Serologic testing is not sensitive but is useful if positive.

A urine antigen test is useful, but cross-reactivity with Histoplasma is high.

Molecular diagnostic tests (eg, polymerase chain reaction [PCR]) are becoming available.

How is Blastomycosis treated?

Approach Considerations

Not all patients with Blastomycosis require treatment. Occasionally the symptoms from Blastomycosis may go away without treatment. People with evidence of Blastomycosis spreading beyond the lungs, or whose symptoms do not improve, will require treatment. The type of treatment you will be given depends on how severe your symptoms are and whether you are immunosuppressed (have a weakened immune system).

Antifungal Treatments

Treatment of blastomycosis depends on severity of the infection.

Mild to moderate disease: itraconazole 200 mg orally 3 times a day for 3 days, followed by 200 mg orally once a day or 2 times a day for 6 to 12 months is used. Fluconazole appears less effective, but 400 to 800 mg orally once a day may be tried in itraconazole-intolerant patients with mild disease.

Severe, life-threatening infections: IV amphotericin B is usually effective. The Infectious Diseases Society of America’s guidelines recommends a lipid formulation of amphotericin B at a dosage of 3 to 5 mg/kg once a day or amphotericin B deoxycholate 0.7 to 1.0 mg/kg once a day for 1 to 2 weeks or until improvement is noted.

Therapy is changed to oral itraconazole once patients improve; dosage is 200 mg 3 times a day for 3 days, then 200 mg 2 times a day for ≥ 12 months.

Patients with central nervous system blastomycosis, pregnant patients, and immunocompromised patients should be treated with IV amphotericin B (preferably liposomal amphotericin B), using the same dose schedule as for life-threatening infection.

Voriconazole, isavuconazole, and posaconazole are active against B. dermatitidis, but clinical data are limited, and the role of these drugs has not yet been defined.

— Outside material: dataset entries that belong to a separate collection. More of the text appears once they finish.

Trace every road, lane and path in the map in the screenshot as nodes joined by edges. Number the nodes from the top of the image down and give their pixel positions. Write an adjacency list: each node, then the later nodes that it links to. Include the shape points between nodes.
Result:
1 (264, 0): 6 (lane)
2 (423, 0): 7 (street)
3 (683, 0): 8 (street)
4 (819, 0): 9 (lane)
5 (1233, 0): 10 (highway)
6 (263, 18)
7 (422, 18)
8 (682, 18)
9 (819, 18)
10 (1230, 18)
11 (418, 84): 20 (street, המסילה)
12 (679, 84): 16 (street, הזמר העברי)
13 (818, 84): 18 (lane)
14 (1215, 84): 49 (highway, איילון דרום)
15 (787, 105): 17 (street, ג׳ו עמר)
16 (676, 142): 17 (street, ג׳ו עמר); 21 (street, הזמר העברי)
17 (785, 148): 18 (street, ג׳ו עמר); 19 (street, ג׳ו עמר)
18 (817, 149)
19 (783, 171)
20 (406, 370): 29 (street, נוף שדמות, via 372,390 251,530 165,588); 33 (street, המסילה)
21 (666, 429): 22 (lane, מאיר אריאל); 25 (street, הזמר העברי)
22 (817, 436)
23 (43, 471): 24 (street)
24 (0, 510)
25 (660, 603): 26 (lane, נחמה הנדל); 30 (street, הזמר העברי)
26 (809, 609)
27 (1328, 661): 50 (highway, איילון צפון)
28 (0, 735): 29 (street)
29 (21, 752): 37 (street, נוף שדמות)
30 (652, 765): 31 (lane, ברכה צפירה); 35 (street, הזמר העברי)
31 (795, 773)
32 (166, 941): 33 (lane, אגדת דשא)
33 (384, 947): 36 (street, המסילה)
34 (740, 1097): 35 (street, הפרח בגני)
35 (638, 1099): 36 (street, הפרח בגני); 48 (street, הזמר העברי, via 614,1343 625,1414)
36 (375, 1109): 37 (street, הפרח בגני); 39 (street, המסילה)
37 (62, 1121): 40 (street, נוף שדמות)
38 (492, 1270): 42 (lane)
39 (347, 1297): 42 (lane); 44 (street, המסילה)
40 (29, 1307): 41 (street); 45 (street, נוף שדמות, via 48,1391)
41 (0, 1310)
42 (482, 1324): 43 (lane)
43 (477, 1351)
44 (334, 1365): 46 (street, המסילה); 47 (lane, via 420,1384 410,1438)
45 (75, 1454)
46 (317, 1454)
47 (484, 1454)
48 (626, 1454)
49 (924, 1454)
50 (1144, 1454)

Are there Home Remedies for Blastomycosis?

Blastomycosis should not be attempted at home; a physician needs to diagnose, treat, and follow up with the infected patient to be sure the patient has adequate treatments and does not relapse.


  • Unfortunately, there are no known practical measures for the prevention of blastomycosis.
  • There are currently no methods to test soil for the presence of Blastomyces species.
  • Illness caused by blastomycosis can be minimized by early recognition and appropriate treatment of the disease. Awareness of the disease by both the public and health care providers is the key to early diagnosis.